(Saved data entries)

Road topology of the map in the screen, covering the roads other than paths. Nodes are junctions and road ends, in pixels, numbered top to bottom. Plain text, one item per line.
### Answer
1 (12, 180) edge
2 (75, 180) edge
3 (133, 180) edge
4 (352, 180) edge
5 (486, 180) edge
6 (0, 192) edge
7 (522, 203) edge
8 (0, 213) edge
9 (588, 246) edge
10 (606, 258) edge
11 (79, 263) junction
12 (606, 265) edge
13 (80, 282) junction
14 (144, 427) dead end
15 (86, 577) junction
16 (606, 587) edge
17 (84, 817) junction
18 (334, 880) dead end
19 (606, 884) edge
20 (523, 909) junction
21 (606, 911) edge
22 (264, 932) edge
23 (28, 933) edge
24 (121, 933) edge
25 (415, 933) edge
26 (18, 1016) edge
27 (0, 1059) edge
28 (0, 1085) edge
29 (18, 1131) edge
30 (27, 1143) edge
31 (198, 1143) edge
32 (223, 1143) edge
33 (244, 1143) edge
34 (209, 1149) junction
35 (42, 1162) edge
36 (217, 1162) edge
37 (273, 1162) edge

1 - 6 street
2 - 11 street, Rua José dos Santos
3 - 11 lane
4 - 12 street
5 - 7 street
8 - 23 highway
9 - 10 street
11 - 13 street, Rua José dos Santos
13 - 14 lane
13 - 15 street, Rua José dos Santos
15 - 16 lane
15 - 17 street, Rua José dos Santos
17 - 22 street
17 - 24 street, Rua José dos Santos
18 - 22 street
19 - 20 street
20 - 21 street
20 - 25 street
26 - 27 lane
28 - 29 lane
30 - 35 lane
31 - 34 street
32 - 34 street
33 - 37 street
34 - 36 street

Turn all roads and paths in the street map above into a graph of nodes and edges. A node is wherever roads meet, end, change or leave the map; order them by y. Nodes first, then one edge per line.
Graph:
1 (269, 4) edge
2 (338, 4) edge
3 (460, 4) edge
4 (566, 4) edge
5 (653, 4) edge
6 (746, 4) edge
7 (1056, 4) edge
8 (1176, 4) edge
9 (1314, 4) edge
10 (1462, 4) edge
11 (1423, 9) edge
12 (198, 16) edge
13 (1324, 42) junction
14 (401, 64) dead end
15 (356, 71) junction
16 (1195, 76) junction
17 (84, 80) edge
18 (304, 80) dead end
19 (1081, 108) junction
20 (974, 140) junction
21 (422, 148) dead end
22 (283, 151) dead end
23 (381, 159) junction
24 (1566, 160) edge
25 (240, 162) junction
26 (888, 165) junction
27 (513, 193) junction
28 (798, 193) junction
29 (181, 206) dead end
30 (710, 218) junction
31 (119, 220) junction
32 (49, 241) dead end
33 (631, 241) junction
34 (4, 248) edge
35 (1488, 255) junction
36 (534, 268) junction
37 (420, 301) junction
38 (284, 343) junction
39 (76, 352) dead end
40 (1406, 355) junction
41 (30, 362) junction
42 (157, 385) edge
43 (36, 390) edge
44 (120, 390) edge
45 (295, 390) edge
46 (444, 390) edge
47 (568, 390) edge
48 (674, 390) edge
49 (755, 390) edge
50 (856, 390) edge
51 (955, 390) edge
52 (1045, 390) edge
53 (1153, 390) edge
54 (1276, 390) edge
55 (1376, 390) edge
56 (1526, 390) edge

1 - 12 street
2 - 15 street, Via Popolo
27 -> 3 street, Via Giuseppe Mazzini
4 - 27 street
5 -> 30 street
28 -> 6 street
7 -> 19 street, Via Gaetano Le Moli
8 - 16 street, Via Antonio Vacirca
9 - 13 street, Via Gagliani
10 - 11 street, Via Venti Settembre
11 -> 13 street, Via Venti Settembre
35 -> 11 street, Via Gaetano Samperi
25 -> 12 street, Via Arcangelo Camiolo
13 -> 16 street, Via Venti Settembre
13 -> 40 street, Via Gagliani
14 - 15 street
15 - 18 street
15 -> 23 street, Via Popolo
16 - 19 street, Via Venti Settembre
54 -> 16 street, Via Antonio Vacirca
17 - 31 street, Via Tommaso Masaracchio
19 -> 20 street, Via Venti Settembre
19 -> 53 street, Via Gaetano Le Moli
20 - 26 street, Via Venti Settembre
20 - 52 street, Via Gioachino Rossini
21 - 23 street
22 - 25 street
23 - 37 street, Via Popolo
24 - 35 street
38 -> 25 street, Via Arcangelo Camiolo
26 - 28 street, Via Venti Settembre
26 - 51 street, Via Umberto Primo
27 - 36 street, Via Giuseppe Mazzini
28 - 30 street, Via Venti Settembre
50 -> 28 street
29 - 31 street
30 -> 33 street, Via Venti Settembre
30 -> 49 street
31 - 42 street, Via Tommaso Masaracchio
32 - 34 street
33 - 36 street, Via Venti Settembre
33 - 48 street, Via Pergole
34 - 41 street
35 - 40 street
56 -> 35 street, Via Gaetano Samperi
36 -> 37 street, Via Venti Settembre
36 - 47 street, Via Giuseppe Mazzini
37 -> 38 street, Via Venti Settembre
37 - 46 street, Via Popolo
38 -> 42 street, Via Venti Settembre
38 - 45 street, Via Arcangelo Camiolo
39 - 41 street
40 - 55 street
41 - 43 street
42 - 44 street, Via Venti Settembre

[Activity]:
Output each line of the entries exactly, so that nothing is lost.

[Answer section]:
Road topology of the map in the screen, covering the roads other than paths. Nodes are junctions and road ends, in pixels, numbered top to bottom. Plain text, one item per line.
### Answer
1 (12, 180) edge
2 (75, 180) edge
3 (133, 180) edge
4 (352, 180) edge
5 (486, 180) edge
6 (0, 192) edge
7 (522, 203) edge
8 (0, 213) edge
9 (588, 246) edge
10 (606, 258) edge
11 (79, 263) junction
12 (606, 265) edge
13 (80, 282) junction
14 (144, 427) dead end
15 (86, 577) junction
16 (606, 587) edge
17 (84, 817) junction
18 (334, 880) dead end
19 (606, 884) edge
20 (523, 909) junction
21 (606, 911) edge
22 (264, 932) edge
23 (28, 933) edge
24 (121, 933) edge
25 (415, 933) edge
26 (18, 1016) edge
27 (0, 1059) edge
28 (0, 1085) edge
29 (18, 1131) edge
30 (27, 1143) edge
31 (198, 1143) edge
32 (223, 1143) edge
33 (244, 1143) edge
34 (209, 1149) junction
35 (42, 1162) edge
36 (217, 1162) edge
37 (273, 1162) edge

1 - 6 street
2 - 11 street, Rua José dos Santos
3 - 11 lane
4 - 12 street
5 - 7 street
8 - 23 highway
9 - 10 street
11 - 13 street, Rua José dos Santos
13 - 14 lane
13 - 15 street, Rua José dos Santos
15 - 16 lane
15 - 17 street, Rua José dos Santos
17 - 22 street
17 - 24 street, Rua José dos Santos
18 - 22 street
19 - 20 street
20 - 21 street
20 - 25 street
26 - 27 lane
28 - 29 lane
30 - 35 lane
31 - 34 street
32 - 34 street
33 - 37 street
34 - 36 street

Turn all roads and paths in the street map above into a graph of nodes and edges. A node is wherever roads meet, end, change or leave the map; order them by y. Nodes first, then one edge per line.
Graph:
1 (269, 4) edge
2 (338, 4) edge
3 (460, 4) edge
4 (566, 4) edge
5 (653, 4) edge
6 (746, 4) edge
7 (1056, 4) edge
8 (1176, 4) edge
9 (1314, 4) edge
10 (1462, 4) edge
11 (1423, 9) edge
12 (198, 16) edge
13 (1324, 42) junction
14 (401, 64) dead end
15 (356, 71) junction
16 (1195, 76) junction
17 (84, 80) edge
18 (304, 80) dead end
19 (1081, 108) junction
20 (974, 140) junction
21 (422, 148) dead end
22 (283, 151) dead end
23 (381, 159) junction
24 (1566, 160) edge
25 (240, 162) junction
26 (888, 165) junction
27 (513, 193) junction
28 (798, 193) junction
29 (181, 206) dead end
30 (710, 218) junction
31 (119, 220) junction
32 (49, 241) dead end
33 (631, 241) junction
34 (4, 248) edge
35 (1488, 255) junction
36 (534, 268) junction
37 (420, 301) junction
38 (284, 343) junction
39 (76, 352) dead end
40 (1406, 355) junction
41 (30, 362) junction
42 (157, 385) edge
43 (36, 390) edge
44 (120, 390) edge
45 (295, 390) edge
46 (444, 390) edge
47 (568, 390) edge
48 (674, 390) edge
49 (755, 390) edge
50 (856, 390) edge
51 (955, 390) edge
52 (1045, 390) edge
53 (1153, 390) edge
54 (1276, 390) edge
55 (1376, 390) edge
56 (1526, 390) edge

1 - 12 street
2 - 15 street, Via Popolo
27 -> 3 street, Via Giuseppe Mazzini
4 - 27 street
5 -> 30 street
28 -> 6 street
7 -> 19 street, Via Gaetano Le Moli
8 - 16 street, Via Antonio Vacirca
9 - 13 street, Via Gagliani
10 - 11 street, Via Venti Settembre
11 -> 13 street, Via Venti Settembre
35 -> 11 street, Via Gaetano Samperi
25 -> 12 street, Via Arcangelo Camiolo
13 -> 16 street, Via Venti Settembre
13 -> 40 street, Via Gagliani
14 - 15 street
15 - 18 street
15 -> 23 street, Via Popolo
16 - 19 street, Via Venti Settembre
54 -> 16 street, Via Antonio Vacirca
17 - 31 street, Via Tommaso Masaracchio
19 -> 20 street, Via Venti Settembre
19 -> 53 street, Via Gaetano Le Moli
20 - 26 street, Via Venti Settembre
20 - 52 street, Via Gioachino Rossini
21 - 23 street
22 - 25 street
23 - 37 street, Via Popolo
24 - 35 street
38 -> 25 street, Via Arcangelo Camiolo
26 - 28 street, Via Venti Settembre
26 - 51 street, Via Umberto Primo
27 - 36 street, Via Giuseppe Mazzini
28 - 30 street, Via Venti Settembre
50 -> 28 street
29 - 31 street
30 -> 33 street, Via Venti Settembre
30 -> 49 street
31 - 42 street, Via Tommaso Masaracchio
32 - 34 street
33 - 36 street, Via Venti Settembre
33 - 48 street, Via Pergole
34 - 41 street
35 - 40 street
56 -> 35 street, Via Gaetano Samperi
36 -> 37 street, Via Venti Settembre
36 - 47 street, Via Giuseppe Mazzini
37 -> 38 street, Via Venti Settembre
37 - 46 street, Via Popolo
38 -> 42 street, Via Venti Settembre
38 - 45 street, Via Arcangelo Camiolo
39 - 41 street
40 - 55 street
41 - 43 street
42 - 44 street, Via Venti Settembre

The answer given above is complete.